According to many Western stories, in 1870 a cowboy took his pair of boots to a shoe maker and asked for a pointy toe for easier entry into the stirrup, a knee-high design to protect his shins from the thorny bushes and snakes and a thicker heel so the boots would remain locked into the stirrup even on the bumpiest of rides.

They were then made loose at the top, so the cowboy can easily slide out if he was hung up in the stirrup. Leather was added for cushion between the cowboy’s ankle and the wooden stirrups.

That day, the cowboy walked out with the first-born cowboy boots to last centuries. 

Today, these boots have taken the country by storm.

Native Highland Park resident and University of Oklahoma student Austin Reynolds brings out two pairs of his favorite boots to showcase for the interview.

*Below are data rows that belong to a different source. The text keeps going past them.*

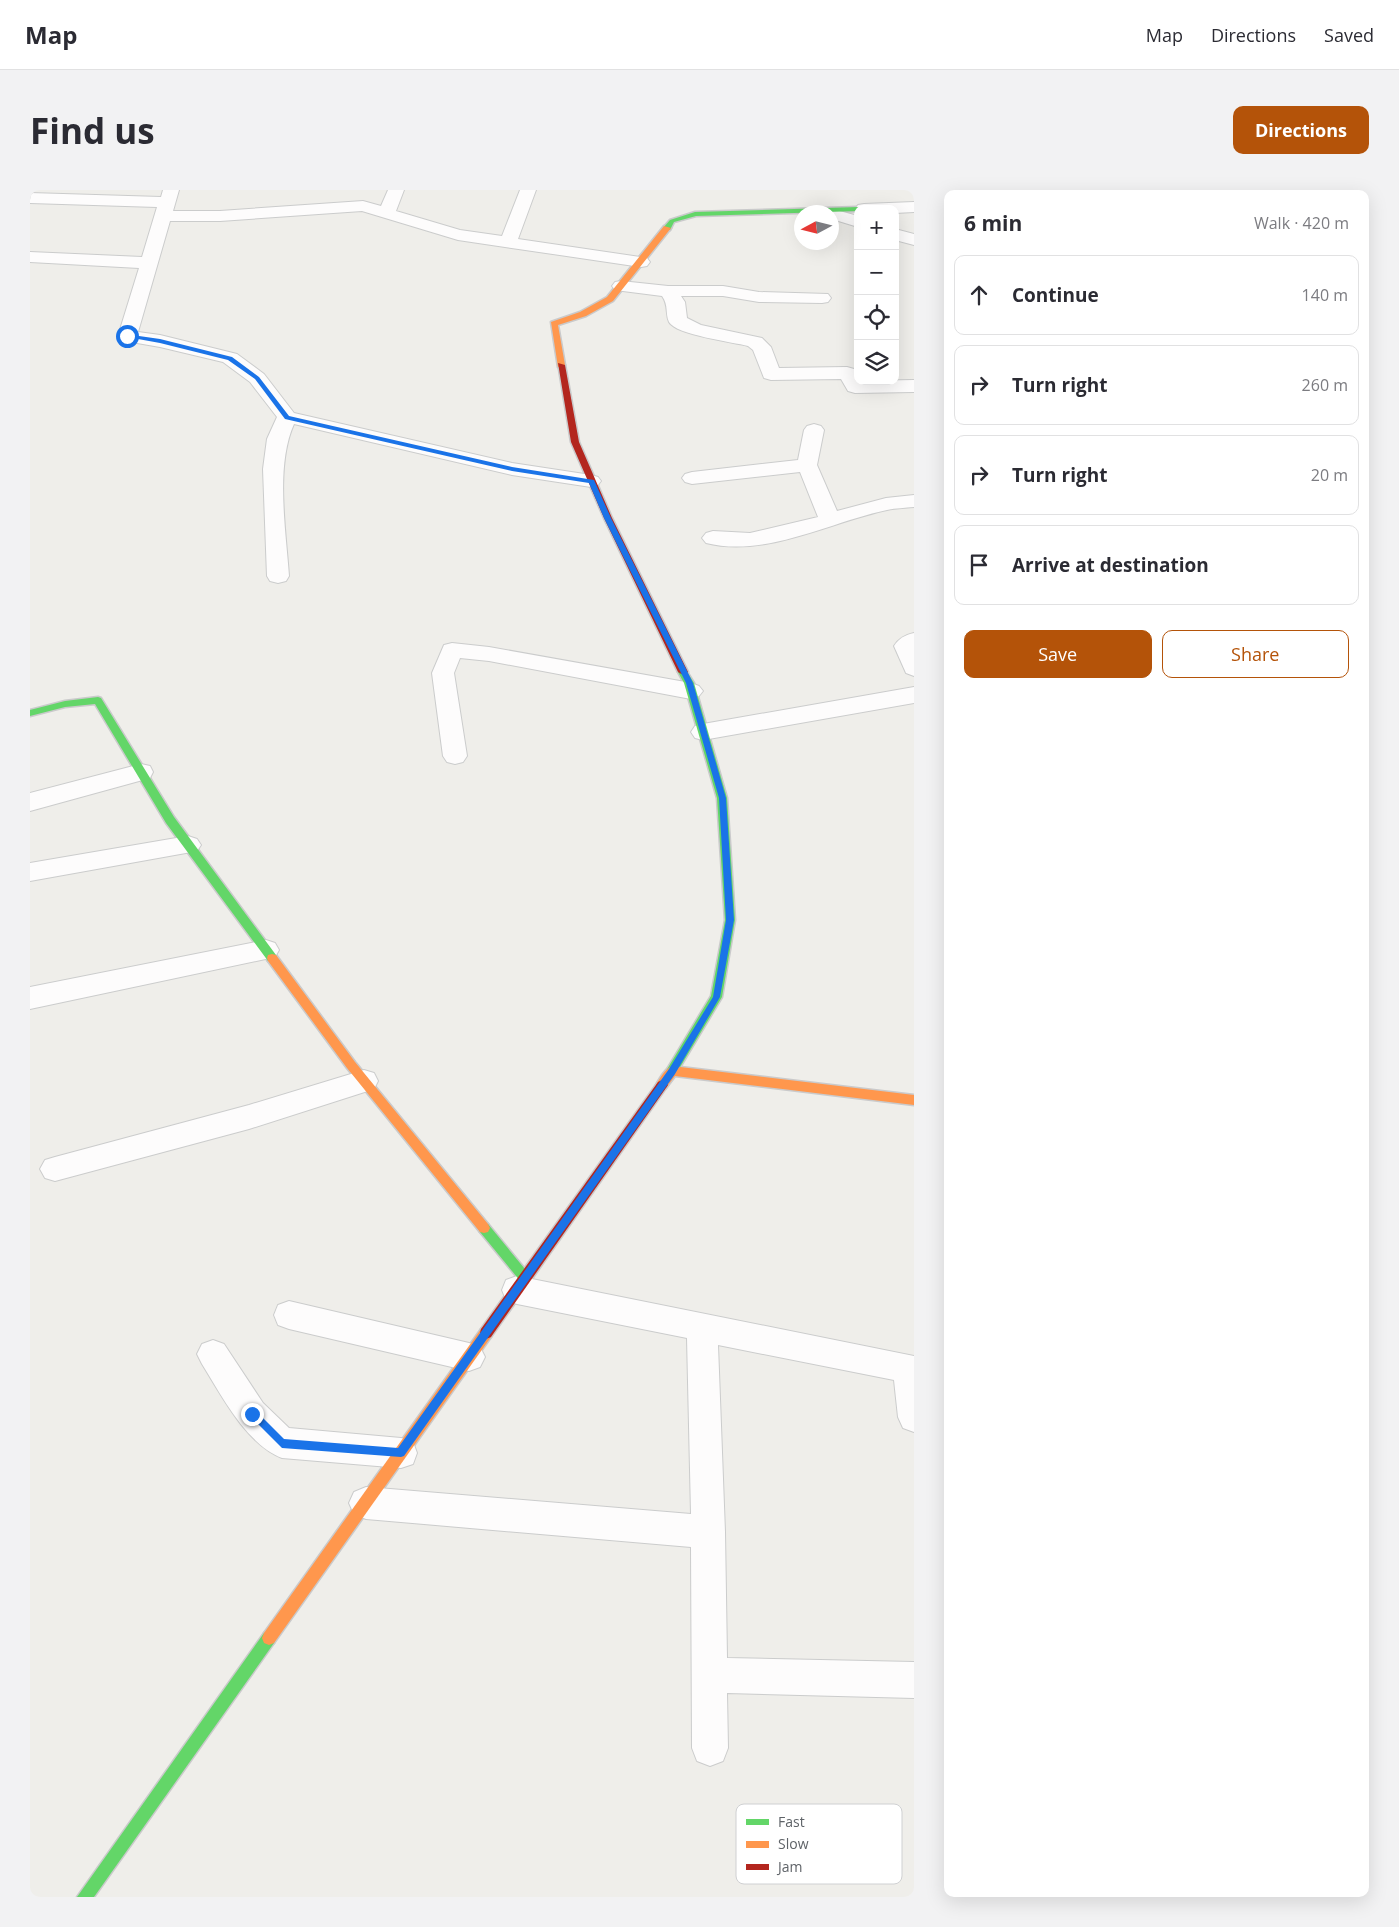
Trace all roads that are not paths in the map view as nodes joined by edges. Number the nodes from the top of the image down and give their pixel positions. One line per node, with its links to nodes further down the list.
1 (396, 190): 12 (street)
2 (528, 190): 17 (street)
3 (856, 190): 6 (street)
4 (30, 198): 5 (street)
5 (167, 202): 12 (street); 20 (street)
6 (862, 205)
7 (914, 207): 8 (street)
8 (899, 208)
9 (854, 209): 10 (street)
10 (839, 211)
11 (794, 212): 19 (street)
12 (387, 213): 17 (street)
13 (839, 216): 14 (street)
14 (854, 221)
15 (899, 235): 16 (street)
16 (914, 240)
17 (508, 243): 19 (street)
18 (30, 257): 20 (street)
19 (641, 262): 21 (street)
20 (149, 263): 25 (street)
21 (621, 286): 22 (street); 29 (street)
22 (668, 291): 23 (street); 24 (street)
23 (822, 298)
24 (914, 386)
25 (287, 417): 29 (street); 33 (street)
26 (814, 430): 27 (street)
27 (807, 465): 28 (street); 31 (street)
28 (692, 478)
29 (591, 481): 36 (street)
30 (914, 501): 31 (street)
31 (830, 520): 32 (street)
32 (713, 538)
33 (278, 576)
34 (914, 640): 35 (street)
35 (914, 668)
36 (691, 691): 39 (street); 40 (street)
37 (914, 695): 39 (street)
38 (30, 714): 41 (street)
39 (703, 732): 47 (street)
40 (455, 756)
41 (141, 772): 42 (street); 43 (street)
42 (30, 802)
43 (188, 845): 44 (street); 45 (street)
44 (30, 872)
45 (266, 950): 46 (street); 48 (street)
46 (30, 998)
47 (672, 1071): 49 (street); 51 (street)
48 (364, 1081): 50 (street); 51 (street)
49 (914, 1100)
50 (55, 1169)
51 (521, 1284): 53 (street); 55 (street)
52 (289, 1314): 55 (street)
53 (702, 1328): 56 (street); 59 (street)
54 (213, 1354): 57 (street)
55 (469, 1357): 57 (street)
56 (914, 1417)
57 (401, 1453): 58 (street)
58 (366, 1503): 59 (street); 63 (street)
59 (708, 1532): 60 (street)
60 (709, 1675): 61 (street); 62 (street)
61 (914, 1680)
62 (710, 1748)
63 (85, 1897)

“For my 20th birthday, I got these. They were worth around $2,000,” he said.

A jaw-dropping $2,000 may seem unreasonable to the untrained eye, but for those who are familiar with the process and the ultimate result, it is well worth the price.

“These are a pair of M.L. Leddy’s, a popular custom handmade boot store in Fort Worth,” Reynolds said. “The entire boot was not only stitched and made by hand, but was also custom. This boot was designed just for my feet. It took two hours just to size my foot.”

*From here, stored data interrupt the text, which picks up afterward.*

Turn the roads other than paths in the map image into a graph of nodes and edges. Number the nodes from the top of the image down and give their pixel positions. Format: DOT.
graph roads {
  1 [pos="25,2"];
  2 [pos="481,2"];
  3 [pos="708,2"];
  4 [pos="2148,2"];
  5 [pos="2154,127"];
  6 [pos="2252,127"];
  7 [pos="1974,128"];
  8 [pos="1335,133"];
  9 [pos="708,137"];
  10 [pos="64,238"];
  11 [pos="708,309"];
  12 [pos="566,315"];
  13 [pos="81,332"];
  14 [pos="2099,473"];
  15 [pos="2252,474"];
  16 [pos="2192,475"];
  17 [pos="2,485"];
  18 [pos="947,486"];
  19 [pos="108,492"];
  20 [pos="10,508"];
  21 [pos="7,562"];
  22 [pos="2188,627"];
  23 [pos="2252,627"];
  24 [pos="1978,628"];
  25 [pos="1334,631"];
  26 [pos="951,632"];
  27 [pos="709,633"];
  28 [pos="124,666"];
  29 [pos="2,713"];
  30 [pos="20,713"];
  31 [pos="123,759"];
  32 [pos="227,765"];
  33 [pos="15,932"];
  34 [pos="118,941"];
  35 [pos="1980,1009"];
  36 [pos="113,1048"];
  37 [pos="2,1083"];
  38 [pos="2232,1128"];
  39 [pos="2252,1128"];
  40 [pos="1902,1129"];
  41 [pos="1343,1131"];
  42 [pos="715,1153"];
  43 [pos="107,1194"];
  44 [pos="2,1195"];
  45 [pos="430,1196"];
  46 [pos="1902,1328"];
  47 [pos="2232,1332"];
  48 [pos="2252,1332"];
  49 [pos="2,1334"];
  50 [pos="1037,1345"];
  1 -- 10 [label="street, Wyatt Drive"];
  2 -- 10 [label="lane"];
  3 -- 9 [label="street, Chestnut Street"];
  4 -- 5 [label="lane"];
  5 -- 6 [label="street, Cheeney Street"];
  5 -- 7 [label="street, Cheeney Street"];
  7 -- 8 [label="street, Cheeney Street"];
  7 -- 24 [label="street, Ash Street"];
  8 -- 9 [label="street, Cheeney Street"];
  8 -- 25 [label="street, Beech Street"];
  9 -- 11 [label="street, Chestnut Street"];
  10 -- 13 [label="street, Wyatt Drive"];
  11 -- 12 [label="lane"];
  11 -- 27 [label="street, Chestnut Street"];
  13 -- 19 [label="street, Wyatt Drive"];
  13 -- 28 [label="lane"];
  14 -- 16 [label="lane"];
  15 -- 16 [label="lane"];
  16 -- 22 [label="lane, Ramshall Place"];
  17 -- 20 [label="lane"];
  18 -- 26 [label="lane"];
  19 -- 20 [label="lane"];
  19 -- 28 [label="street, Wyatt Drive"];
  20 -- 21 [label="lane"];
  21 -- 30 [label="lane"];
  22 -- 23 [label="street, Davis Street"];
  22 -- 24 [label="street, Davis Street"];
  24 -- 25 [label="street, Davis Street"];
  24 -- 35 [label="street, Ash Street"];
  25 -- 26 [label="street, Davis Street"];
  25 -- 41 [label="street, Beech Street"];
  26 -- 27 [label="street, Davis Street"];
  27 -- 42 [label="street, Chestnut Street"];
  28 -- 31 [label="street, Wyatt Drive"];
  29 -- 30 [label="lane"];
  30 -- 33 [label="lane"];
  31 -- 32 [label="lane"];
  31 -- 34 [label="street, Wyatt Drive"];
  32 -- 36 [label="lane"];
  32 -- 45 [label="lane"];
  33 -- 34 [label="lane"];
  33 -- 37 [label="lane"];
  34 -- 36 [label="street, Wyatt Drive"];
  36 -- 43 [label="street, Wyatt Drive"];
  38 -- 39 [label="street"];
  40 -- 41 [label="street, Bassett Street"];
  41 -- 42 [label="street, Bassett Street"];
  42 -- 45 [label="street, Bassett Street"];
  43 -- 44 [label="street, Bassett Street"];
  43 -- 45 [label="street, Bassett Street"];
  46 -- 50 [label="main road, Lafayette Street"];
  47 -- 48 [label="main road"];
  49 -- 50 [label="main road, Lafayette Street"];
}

The two hours were nothing compared to the actual wait to finish the boots.

“It takes anywhere from six to 18 months to have them finished. Mine took 10 months, so you have to be patient,” he said.

Reynolds says the boots are extremely comfortable, especially since they were created just for his feet. He also adds they have exceptional quality and they will “last a


The hand-stitched design that Reynolds had requested delicately tumbles down the leather and discloses a bit of his personality.

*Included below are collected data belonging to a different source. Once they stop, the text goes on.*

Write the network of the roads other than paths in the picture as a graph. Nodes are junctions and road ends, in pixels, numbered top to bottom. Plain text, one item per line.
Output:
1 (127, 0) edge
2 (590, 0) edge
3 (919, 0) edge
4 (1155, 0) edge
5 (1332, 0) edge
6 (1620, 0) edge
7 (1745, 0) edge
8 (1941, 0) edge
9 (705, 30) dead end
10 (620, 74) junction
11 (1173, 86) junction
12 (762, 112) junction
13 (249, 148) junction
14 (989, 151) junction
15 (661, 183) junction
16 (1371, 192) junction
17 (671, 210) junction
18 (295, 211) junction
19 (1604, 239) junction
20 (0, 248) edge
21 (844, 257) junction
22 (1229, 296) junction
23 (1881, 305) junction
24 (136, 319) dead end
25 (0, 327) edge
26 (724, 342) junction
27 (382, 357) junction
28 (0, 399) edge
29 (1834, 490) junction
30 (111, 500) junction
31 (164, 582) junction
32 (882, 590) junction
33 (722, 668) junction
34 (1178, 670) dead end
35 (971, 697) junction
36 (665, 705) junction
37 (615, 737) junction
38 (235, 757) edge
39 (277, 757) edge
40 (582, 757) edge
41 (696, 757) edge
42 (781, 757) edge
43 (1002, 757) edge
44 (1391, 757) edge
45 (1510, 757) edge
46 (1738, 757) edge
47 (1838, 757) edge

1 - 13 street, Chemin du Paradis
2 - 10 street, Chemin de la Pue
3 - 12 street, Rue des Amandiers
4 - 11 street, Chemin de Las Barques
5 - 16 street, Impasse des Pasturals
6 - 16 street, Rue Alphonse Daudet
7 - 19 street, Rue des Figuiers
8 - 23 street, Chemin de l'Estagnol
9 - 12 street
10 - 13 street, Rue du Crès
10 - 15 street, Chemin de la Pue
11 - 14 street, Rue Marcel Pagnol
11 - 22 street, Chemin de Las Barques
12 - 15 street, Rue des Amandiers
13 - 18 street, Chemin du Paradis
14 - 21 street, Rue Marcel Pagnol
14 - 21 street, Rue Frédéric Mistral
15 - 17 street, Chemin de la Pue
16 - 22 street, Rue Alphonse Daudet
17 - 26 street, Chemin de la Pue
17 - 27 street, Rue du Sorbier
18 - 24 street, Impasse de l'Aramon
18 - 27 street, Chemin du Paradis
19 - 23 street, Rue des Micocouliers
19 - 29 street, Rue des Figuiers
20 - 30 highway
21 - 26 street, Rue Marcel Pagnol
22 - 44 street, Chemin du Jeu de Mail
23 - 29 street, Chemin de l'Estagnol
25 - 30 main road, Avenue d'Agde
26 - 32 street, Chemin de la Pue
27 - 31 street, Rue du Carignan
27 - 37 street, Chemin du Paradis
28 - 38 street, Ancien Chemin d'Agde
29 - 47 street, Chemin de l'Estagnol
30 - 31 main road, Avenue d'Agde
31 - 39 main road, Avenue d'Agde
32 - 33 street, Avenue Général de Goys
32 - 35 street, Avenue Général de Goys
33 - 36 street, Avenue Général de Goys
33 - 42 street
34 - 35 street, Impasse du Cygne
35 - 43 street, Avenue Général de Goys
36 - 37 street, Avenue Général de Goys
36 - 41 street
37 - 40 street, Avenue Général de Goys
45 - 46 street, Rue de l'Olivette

Boots can say something about someone.

“My dad even got his initials done on the outside, which looks pretty cool,”  SMU football player Blake McJunkin said about his boots that embody Mustang pride.

“My uppers were quite simple. I got a solid royal blue upper [the part of the boot you don’t see that’s hidden under the pant leg] with a red mustang in the outside and my initials in red down the inside. So while [my father and I] didn’t spend an enormous amount on fancy material or stitching, my boots are still very custom to me and are one of the greatest gifts I ever received,” McJunkin said.

While Austin Reynolds recalls his first pair of boots at age 4, Blake McJunkin’s first pair could have been sooner.

“I don’t remember how old I was when I got my first pair, because I was too young to remember. My parents had me wearing boots from an early age,” McJunkin said.

For SMU Phi Delta Theta fraternity members, it is mandatory to wear cowboy boots throughout pledgeship.

“Coming from California I didn’t know anything about cowboy boots — I’ve never worn them in my life — but I did learn a lot about them afterwards,” sophomore Phi Delt Brendan Ahern said. “I think the reason for making us wear them is that the cowboy boots are tradition, and it taught us responsibility.”

McJunkin expressed a possible cowboy boot connotation for those outside of Texas.

“I think, based on my experience meeting people from different parts of the country at SMU, that some people from other states kind of see Texas as an in-your-face, prideful group of people, and that we can show that in what we wear…like cowboy boots and Wrangler jeans,” he said.

Perhaps the in-your-face style is what people go for or why even celebrities look to these showstoppers to make the statement they aim to transpire.

Billy Bob Thornton, Mel Gibson, Bruce Willis, Steven Spielberg and Oprah Winfrey are customers to a single boot store: Rocketbuster Boots in El Paso, Texas.

Stallion Boot and Belt Company, also located in El Paso, has served Madonna, Robert Plant, Bob Dylan, Ashley Judd and Tom Cruise.

So, whatever the statement you aim to make — simple, dramatic or bold — just remember: “If the boot fits, wear it,” because cowboy boots will do the job in rocky plains, mud-covered ranches and even red carpet evenings.